* AIM OF THE EXERCISE *
Could you restate the entries below word for word and leave the images out?
= = = = = = =
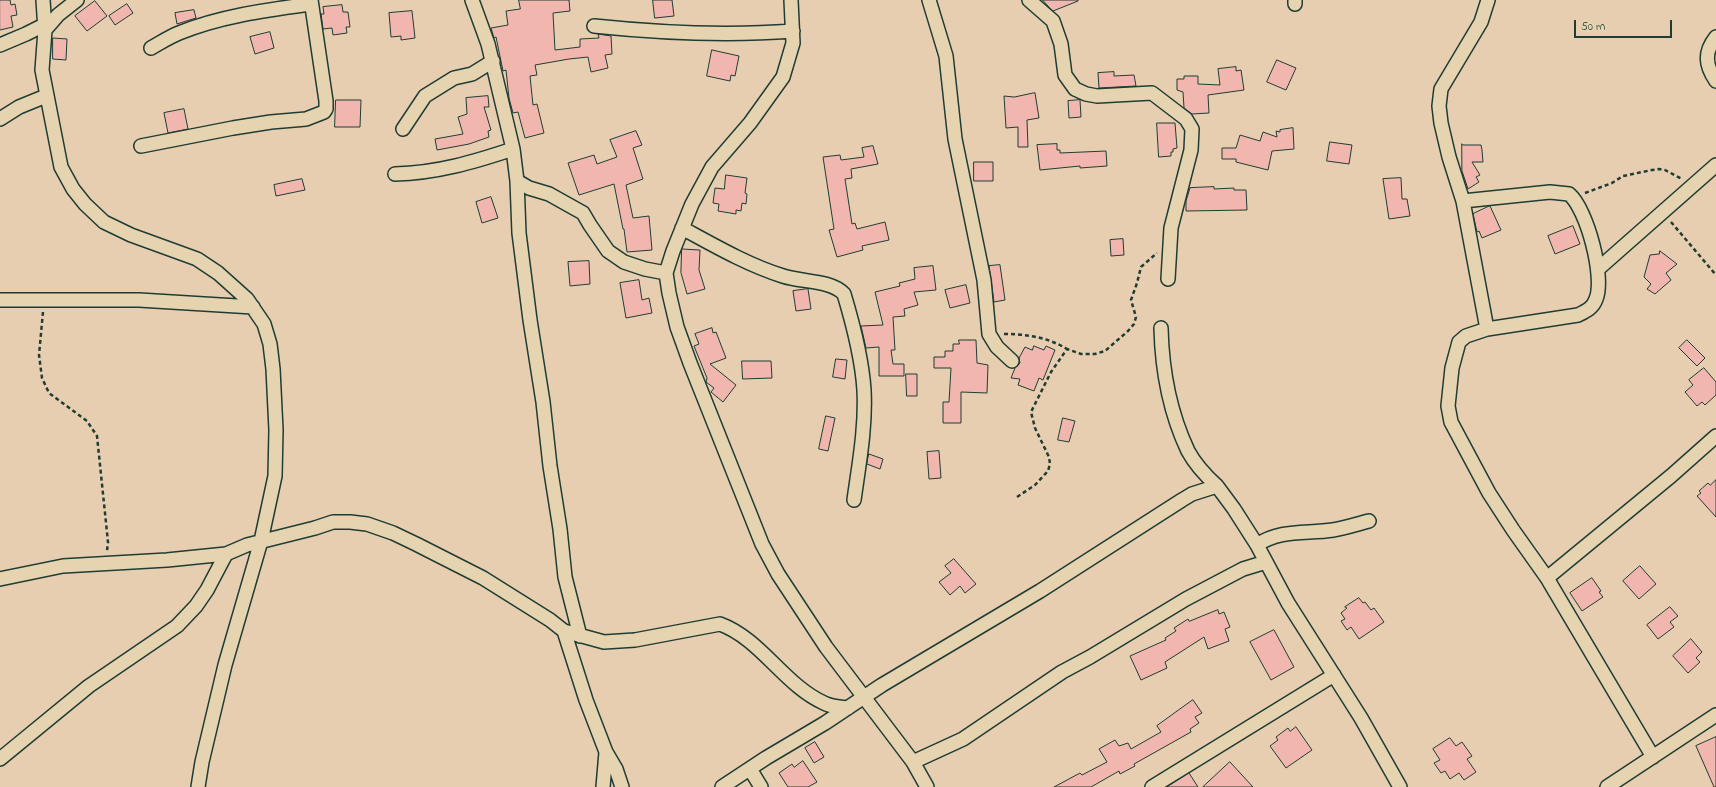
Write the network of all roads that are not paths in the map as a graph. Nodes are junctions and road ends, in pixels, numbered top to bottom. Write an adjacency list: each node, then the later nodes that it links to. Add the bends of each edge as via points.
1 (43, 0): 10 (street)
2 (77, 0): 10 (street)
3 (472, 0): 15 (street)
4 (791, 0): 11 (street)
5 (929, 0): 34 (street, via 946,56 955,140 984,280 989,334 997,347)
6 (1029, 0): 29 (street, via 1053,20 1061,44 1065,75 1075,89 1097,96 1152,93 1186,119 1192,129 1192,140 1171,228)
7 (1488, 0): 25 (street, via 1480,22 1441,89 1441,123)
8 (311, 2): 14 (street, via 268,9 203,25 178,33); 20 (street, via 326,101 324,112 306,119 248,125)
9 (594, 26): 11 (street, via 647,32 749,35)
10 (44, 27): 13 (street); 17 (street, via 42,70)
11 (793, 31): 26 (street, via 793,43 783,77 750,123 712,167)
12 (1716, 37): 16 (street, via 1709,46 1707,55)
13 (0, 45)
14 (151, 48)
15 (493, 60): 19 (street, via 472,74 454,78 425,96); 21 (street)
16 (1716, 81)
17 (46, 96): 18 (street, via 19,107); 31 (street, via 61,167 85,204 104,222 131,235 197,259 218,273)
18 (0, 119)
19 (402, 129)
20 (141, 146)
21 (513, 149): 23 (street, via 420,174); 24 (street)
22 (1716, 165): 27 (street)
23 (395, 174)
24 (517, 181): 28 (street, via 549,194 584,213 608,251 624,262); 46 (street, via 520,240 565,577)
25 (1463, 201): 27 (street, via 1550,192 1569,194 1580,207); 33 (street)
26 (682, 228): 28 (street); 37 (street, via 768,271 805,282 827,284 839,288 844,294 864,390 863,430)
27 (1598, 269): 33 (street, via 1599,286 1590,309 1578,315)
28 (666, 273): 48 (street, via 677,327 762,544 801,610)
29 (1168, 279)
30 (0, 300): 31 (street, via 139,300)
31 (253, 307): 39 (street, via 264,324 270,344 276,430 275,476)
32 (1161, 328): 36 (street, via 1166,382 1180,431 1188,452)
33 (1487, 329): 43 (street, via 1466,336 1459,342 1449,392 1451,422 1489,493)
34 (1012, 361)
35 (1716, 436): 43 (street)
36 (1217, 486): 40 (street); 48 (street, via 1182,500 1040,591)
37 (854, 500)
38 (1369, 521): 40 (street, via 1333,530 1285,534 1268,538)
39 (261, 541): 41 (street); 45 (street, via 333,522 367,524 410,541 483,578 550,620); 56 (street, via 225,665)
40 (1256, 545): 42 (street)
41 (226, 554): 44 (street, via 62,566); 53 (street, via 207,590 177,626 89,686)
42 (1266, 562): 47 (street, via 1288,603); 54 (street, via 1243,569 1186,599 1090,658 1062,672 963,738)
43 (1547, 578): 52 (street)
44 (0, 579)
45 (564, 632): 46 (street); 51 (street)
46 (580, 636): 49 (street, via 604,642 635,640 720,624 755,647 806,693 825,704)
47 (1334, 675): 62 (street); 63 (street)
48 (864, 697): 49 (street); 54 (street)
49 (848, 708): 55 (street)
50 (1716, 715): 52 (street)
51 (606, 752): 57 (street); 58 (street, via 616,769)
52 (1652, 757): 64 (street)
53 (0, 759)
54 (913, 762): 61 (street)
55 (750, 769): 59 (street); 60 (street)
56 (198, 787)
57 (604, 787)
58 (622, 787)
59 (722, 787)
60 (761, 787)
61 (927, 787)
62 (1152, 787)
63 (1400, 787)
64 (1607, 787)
= = = = = = =
* RESULT OF THIS EXERCISE *
Write the network of all roads that are not paths in the map as a graph. Nodes are junctions and road ends, in pixels, numbered top to bottom. Write an adjacency list: each node, then the later nodes that it links to. Add the bends of each edge as via points.
1 (43, 0): 10 (street)
2 (77, 0): 10 (street)
3 (472, 0): 15 (street)
4 (791, 0): 11 (street)
5 (929, 0): 34 (street, via 946,56 955,140 984,280 989,334 997,347)
6 (1029, 0): 29 (street, via 1053,20 1061,44 1065,75 1075,89 1097,96 1152,93 1186,119 1192,129 1192,140 1171,228)
7 (1488, 0): 25 (street, via 1480,22 1441,89 1441,123)
8 (311, 2): 14 (street, via 268,9 203,25 178,33); 20 (street, via 326,101 324,112 306,119 248,125)
9 (594, 26): 11 (street, via 647,32 749,35)
10 (44, 27): 13 (street); 17 (street, via 42,70)
11 (793, 31): 26 (street, via 793,43 783,77 750,123 712,167)
12 (1716, 37): 16 (street, via 1709,46 1707,55)
13 (0, 45)
14 (151, 48)
15 (493, 60): 19 (street, via 472,74 454,78 425,96); 21 (street)
16 (1716, 81)
17 (46, 96): 18 (street, via 19,107); 31 (street, via 61,167 85,204 104,222 131,235 197,259 218,273)
18 (0, 119)
19 (402, 129)
20 (141, 146)
21 (513, 149): 23 (street, via 420,174); 24 (street)
22 (1716, 165): 27 (street)
23 (395, 174)
24 (517, 181): 28 (street, via 549,194 584,213 608,251 624,262); 46 (street, via 520,240 565,577)
25 (1463, 201): 27 (street, via 1550,192 1569,194 1580,207); 33 (street)
26 (682, 228): 28 (street); 37 (street, via 768,271 805,282 827,284 839,288 844,294 864,390 863,430)
27 (1598, 269): 33 (street, via 1599,286 1590,309 1578,315)
28 (666, 273): 48 (street, via 677,327 762,544 801,610)
29 (1168, 279)
30 (0, 300): 31 (street, via 139,300)
31 (253, 307): 39 (street, via 264,324 270,344 276,430 275,476)
32 (1161, 328): 36 (street, via 1166,382 1180,431 1188,452)
33 (1487, 329): 43 (street, via 1466,336 1459,342 1449,392 1451,422 1489,493)
34 (1012, 361)
35 (1716, 436): 43 (street)
36 (1217, 486): 40 (street); 48 (street, via 1182,500 1040,591)
37 (854, 500)
38 (1369, 521): 40 (street, via 1333,530 1285,534 1268,538)
39 (261, 541): 41 (street); 45 (street, via 333,522 367,524 410,541 483,578 550,620); 56 (street, via 225,665)
40 (1256, 545): 42 (street)
41 (226, 554): 44 (street, via 62,566); 53 (street, via 207,590 177,626 89,686)
42 (1266, 562): 47 (street, via 1288,603); 54 (street, via 1243,569 1186,599 1090,658 1062,672 963,738)
43 (1547, 578): 52 (street)
44 (0, 579)
45 (564, 632): 46 (street); 51 (street)
46 (580, 636): 49 (street, via 604,642 635,640 720,624 755,647 806,693 825,704)
47 (1334, 675): 62 (street); 63 (street)
48 (864, 697): 49 (street); 54 (street)
49 (848, 708): 55 (street)
50 (1716, 715): 52 (street)
51 (606, 752): 57 (street); 58 (street, via 616,769)
52 (1652, 757): 64 (street)
53 (0, 759)
54 (913, 762): 61 (street)
55 (750, 769): 59 (street); 60 (street)
56 (198, 787)
57 (604, 787)
58 (622, 787)
59 (722, 787)
60 (761, 787)
61 (927, 787)
62 (1152, 787)
63 (1400, 787)
64 (1607, 787)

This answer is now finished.